Suara Pemilik Hak Ulayat: Harapan Masyarakat Adat Suku Kawei dari Tambang Nikel

KAWEI, iNewssorongraya.id – Ketika sebagian besar dunia menyuarakan kekhawatiran terhadap kerusakan lingkungan akibat tambang, suara berbeda justru datang dari Pulau Kawei, Kabupaten Raja Ampat, Papua Barat Daya. Empat marga besar pemilik hak ulayat dari Suku Kawei—Arampele, Ayelo, Daat, dan Ayei—menolak pencabutan izin tambang nikel milik PT Kawei Sejahtera Mining (KSM). Bagi mereka, tambang bukan ancaman, melainkan pintu keluar dari kemiskinan.
“Anak-anak kami bisa sekolah, dapur kami berasap. Dulu kami hidup dari laut dan hutan, tapi itu tidak cukup untuk masa depan. Tambang membantu kami bangkit,” ujar Martince Daat, perwakilan masyarakat adat Kawei.
Sejak Agustus 2023, PT KSM mulai beroperasi dengan komitmen terhadap pengelolaan tambang berkelanjutan, membayar pajak daerah, serta memprioritaskan tenaga kerja lokal. Saat ini, lebih dari 70% pekerja tambang berasal dari masyarakat asli Papua. Perusahaan juga telah membangun infrastruktur dasar seperti jalan dan fasilitas pendidikan di wilayah tersebut.

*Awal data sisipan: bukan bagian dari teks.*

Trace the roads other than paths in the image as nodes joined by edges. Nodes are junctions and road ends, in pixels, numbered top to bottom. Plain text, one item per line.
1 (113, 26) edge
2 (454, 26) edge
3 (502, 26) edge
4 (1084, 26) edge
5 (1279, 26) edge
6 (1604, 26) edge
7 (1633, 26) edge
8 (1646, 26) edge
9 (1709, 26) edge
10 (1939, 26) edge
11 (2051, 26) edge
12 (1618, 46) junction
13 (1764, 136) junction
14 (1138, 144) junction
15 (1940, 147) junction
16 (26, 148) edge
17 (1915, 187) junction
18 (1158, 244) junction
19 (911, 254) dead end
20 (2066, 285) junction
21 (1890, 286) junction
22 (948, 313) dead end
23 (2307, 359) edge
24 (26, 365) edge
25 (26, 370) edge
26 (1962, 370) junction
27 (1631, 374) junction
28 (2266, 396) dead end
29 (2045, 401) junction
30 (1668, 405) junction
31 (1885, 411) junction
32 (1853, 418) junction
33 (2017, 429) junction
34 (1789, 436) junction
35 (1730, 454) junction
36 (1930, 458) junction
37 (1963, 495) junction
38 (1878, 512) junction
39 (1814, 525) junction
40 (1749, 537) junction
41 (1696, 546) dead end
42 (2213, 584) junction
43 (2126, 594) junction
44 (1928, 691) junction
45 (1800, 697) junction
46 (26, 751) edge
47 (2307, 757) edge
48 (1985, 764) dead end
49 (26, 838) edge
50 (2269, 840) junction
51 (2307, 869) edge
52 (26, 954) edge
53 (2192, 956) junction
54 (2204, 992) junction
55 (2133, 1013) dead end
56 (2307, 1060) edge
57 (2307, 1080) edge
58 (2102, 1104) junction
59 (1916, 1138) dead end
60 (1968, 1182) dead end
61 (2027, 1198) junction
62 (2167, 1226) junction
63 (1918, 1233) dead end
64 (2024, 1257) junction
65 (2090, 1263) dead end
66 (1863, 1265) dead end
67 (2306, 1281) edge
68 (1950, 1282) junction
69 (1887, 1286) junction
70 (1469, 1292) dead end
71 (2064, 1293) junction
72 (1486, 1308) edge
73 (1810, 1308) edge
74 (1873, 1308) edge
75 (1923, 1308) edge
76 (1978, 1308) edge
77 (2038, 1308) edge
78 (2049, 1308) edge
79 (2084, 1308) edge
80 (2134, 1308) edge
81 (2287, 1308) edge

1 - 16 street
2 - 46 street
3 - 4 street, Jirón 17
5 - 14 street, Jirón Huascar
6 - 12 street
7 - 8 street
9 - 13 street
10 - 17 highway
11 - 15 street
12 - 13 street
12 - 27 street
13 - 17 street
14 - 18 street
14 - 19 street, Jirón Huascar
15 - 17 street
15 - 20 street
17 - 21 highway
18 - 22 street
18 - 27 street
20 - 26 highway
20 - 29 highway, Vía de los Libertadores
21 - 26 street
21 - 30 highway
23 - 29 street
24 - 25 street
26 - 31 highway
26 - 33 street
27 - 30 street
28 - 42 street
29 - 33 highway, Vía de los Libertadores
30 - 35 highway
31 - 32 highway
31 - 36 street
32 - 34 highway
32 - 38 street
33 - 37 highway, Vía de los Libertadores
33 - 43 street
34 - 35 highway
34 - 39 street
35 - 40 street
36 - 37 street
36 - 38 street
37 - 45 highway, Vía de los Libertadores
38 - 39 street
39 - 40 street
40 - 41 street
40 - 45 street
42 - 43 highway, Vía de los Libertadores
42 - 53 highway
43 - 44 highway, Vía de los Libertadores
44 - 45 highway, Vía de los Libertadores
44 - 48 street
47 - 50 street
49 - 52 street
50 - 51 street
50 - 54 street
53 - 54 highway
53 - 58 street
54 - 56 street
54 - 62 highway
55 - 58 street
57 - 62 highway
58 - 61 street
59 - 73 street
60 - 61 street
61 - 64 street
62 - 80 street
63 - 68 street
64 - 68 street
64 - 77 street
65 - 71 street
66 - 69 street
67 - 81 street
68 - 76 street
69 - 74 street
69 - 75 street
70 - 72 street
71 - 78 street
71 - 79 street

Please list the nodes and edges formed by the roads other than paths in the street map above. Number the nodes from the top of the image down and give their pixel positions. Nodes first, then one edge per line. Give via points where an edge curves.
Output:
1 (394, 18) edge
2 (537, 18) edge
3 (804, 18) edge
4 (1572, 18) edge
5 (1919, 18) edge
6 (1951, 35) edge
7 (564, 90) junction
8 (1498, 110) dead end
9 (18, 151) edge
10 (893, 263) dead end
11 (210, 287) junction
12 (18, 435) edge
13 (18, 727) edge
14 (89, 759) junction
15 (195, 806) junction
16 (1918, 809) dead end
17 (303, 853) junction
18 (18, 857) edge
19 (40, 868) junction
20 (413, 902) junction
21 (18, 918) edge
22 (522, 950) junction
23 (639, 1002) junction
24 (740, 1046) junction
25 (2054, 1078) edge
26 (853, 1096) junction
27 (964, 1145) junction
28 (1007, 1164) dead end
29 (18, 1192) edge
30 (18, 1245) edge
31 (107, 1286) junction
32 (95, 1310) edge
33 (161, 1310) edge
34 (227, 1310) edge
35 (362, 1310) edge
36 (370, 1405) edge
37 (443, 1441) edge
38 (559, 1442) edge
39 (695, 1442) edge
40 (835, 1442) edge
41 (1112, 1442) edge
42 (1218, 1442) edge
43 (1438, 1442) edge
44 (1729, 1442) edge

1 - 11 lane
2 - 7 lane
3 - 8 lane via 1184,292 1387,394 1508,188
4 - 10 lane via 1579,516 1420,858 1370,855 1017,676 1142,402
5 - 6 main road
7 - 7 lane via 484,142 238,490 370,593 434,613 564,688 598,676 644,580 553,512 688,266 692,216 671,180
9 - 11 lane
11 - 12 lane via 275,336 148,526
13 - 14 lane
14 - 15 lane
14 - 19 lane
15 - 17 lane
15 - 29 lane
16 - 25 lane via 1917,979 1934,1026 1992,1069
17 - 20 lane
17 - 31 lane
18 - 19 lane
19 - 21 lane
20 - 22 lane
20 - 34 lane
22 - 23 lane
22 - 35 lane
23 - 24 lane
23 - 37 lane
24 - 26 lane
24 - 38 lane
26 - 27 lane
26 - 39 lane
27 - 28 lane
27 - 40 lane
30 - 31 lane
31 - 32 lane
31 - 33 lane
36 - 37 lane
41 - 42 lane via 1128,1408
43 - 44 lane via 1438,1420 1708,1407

Ketika Tambang Menjadi Bagian Identitas Lokal
Tambang nikel di Pulau Kawei telah menjadi bagian tak terpisahkan dari kehidupan masyarakat adat. Bukan hanya sebagai sumber ekonomi, tetapi juga sebagai simbol pengakuan terhadap hak ulayat mereka yang selama ini terpinggirkan.
“Kami yang tahu isi perut pulau ini. Kami yang merasakan perubahannya. Kami tidak mau alam rusak, tapi kami juga tidak ingin kembali ke kemiskinan,” tegas Hengky Dimalau, masyarakat Kawei.
Namun, polemik mencuat usai izin usaha pertambangan PT KSM dicabut oleh pemerintah. Keputusan ini dianggap tak berpihak pada aspirasi lokal, dan lebih mengikuti tekanan kampanye lingkungan yang menyoroti potensi kerusakan alam.
Greenpeace Indonesia sebelumnya merilis video berdurasi 24 menit yang menampilkan kekhawatiran terhadap dampak ekologis pertambangan. Narasi itu dengan cepat viral di media sosial dan memicu gelombang kritik terhadap operasi tambang di Raja Ampat.
Narasi Lingkungan yang Tak Mewakili Suara Asli
Meski narasi pelestarian lingkungan penting, masyarakat Kawei menilai tidak semua tudingan itu mencerminkan realitas di lapangan. Mereka bahkan menuding adanya kampanye sepihak yang tidak pernah melibatkan suara pemilik hak ulayat secara langsung.
“Kami bukan boneka investor. Kami bukan musuh lingkungan. Kami hanya ingin hidup layak, dari tanah sendiri,” ucap salah satu masyarakat adat setempat dalam sebuah aksi damai.
Sebagai bentuk protes atas pencabutan izin tambang, masyarakat adat menutup akses wisata ke Pulau Wayag—ikon pariwisata Raja Ampat yang terkenal dunia. Langkah ini bukan sekadar gertakan, tetapi simbol bahwa mereka juga memiliki kuasa atas tanah dan laut mereka sendiri.
“Kalau suara kami tak didengar, kami juga bisa menutup surga ini dari wisatawan. Kami bukan penonton di tanah sendiri,” kata Yustinus Daat, warga adat Pulau Kawei.
Seruan Keadilan dan Kedaulatan Informasi
Ketua Adat Selpelei, Korinus Ayello, menegaskan bahwa aksi masyarakat adat bukan bentuk perlawanan terhadap negara, melainkan panggilan untuk didengar. “Wayag tidak akan kami buka sampai pemerintah menjawab tuntutan kami. Tambang ini milik anak negeri. Kami hanya minta keadilan,” tegasnya.
Kisah dari Pulau Kawei menyoroti pentingnya keseimbangan antara perlindungan lingkungan, kedaulatan informasi, dan hak masyarakat adat atas masa depan. Pemerintah dituntut hadir bukan hanya sebagai pengatur, tetapi juga sebagai pendengar yang adil bagi suara pemilik hak ulayat.